Shishak and Shoshenq: A Disambiguation.

AuthorWallenfels, Ronald

The absolute chronology of the ancient Near East during the first millennium BCE is principally determined by Ptolemy's (Royal) Canon (see Depuydt 1995a), whose Babylonian segment establishes the onset of the first regnal year of king Nabu-nasir on 26 February 747 as the earliest secure historical date directly linked to the Julian calendar. The absolute chronology of Assyria may be extended back to the first regnal year of king Adad-nerari II in 911/0, as determined by the Assyrian Eponym (limu) Lists (Millard 1994), which may be cross-linked with the Canon by equating the solar eclipse noted during the eponymate of Bur-Saggile with that calculated to have been observable in 763, as first noted by H. C. Rawlinson (1867).
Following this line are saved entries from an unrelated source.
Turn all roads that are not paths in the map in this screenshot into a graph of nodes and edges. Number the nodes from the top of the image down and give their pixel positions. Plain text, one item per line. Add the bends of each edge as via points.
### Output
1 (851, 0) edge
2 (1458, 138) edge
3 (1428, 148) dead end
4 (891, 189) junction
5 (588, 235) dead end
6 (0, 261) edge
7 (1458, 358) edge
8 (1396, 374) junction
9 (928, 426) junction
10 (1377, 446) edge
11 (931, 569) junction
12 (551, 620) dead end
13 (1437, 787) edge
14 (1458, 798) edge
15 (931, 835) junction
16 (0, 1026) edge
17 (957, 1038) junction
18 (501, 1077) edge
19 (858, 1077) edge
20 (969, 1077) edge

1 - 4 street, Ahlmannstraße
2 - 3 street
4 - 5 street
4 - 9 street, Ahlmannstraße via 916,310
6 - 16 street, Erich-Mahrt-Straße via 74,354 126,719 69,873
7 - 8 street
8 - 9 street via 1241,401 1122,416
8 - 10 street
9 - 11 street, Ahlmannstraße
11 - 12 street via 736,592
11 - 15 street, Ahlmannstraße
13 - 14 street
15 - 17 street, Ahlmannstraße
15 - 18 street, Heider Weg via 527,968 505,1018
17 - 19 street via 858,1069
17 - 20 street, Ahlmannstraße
On the basis of this Assyro-Babylonian chronological backbone, the earliest secure Julian-year dates in neighboring states may be determined: for example, the reign of King Ahab of Israel ended in 853 (Thiele 1983: 94-95); similarly, year 1 of Egyptian King Psammetichus I, founder of Dynasty XXVI, is 664 (Kitchen 2002: 5-6). All further proposed historical dates for these states, and those of neighboring regions whose chronologies are built upon them (e.g., the Aegean, Cyprus, Anatolia, Elam), prior to these earliest secure historical dates must be understood to be modern conventions for which at present no further direct confirmation, scientific or otherwise, exists.
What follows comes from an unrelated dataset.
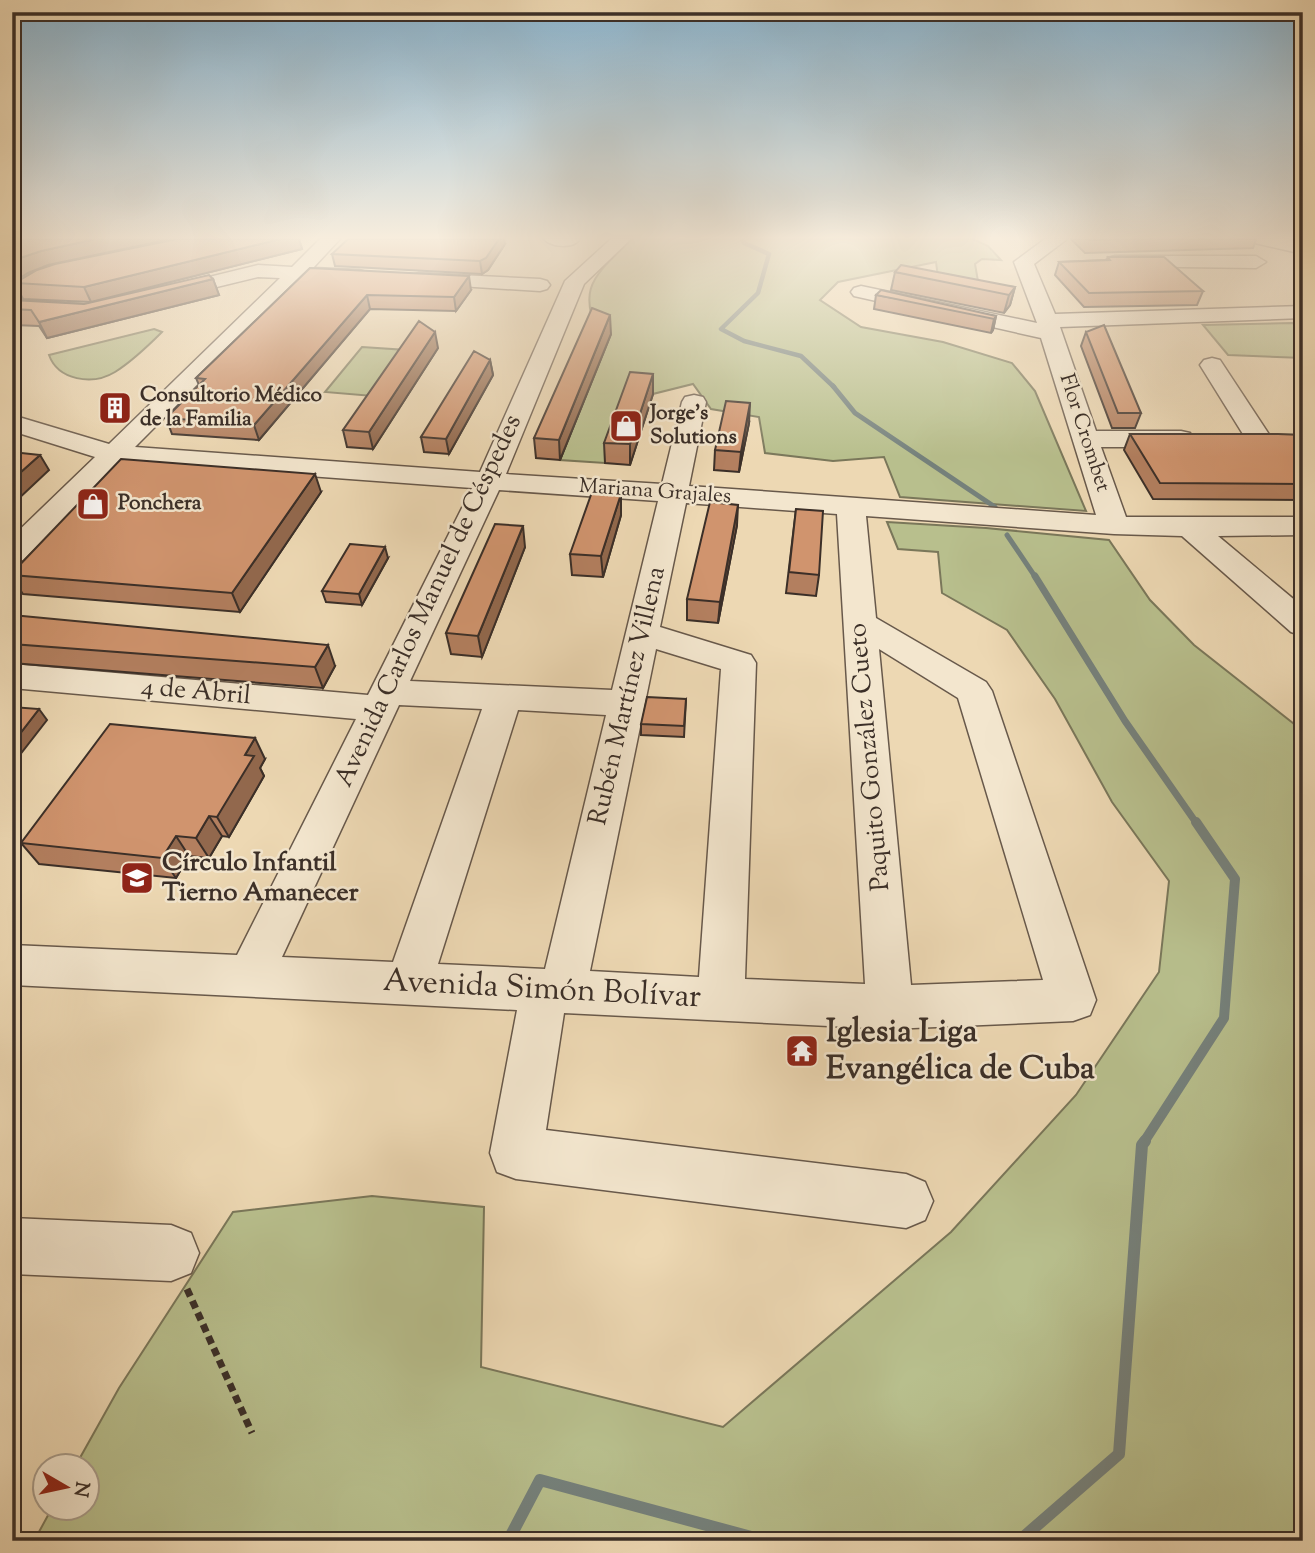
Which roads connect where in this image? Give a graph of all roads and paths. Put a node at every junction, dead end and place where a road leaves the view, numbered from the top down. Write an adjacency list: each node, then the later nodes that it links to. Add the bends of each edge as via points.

The conventional Egyptian chronology (whether high or low) rests on the so-called Sothic hypothesis, wherein it is assumed that throughout the history of Dynastic Egypt the civil year was taken to be exactly 365 days long, and that as a result it slipped forward continuously across the seasons in a 1460-(Julian) year-long cycle (the period between successive heliacal risings of Sirius on the first day of the civil calendar) without a single adjustment of any sort ever. Leo Depuydt (1995b: 45 n. 1), writing in support of this postulate, acknowledges that the conventional Egyptian Bronze Age chronology can only be correct in the complete absence of any calendrical tampering. Peter James, in collaboration with I. J. Thorpe, Nikos Kokkinos, Robert Morkot, and John Frankish, in a volume entitled Centuries of Darkness: A Challenge to the Conventional Chronology of Old World Archaeology (London: Jonathan Cape, 1991), argued that the Dark Age at the transition from the Late Bronze to the Iron Age during the last two centuries of the second millennium BCE is largely an artifact of the overly long conventional reconstruction of the Egyptian Third Intermediate Period (Dynasties XXI-XXV)--the nearly five centuries prior to 664 in the conventional chronology--and that this Dark Age presents itself in any and every chronology from western Europe to Iran that is directly or indirectly linked to the Egyptian.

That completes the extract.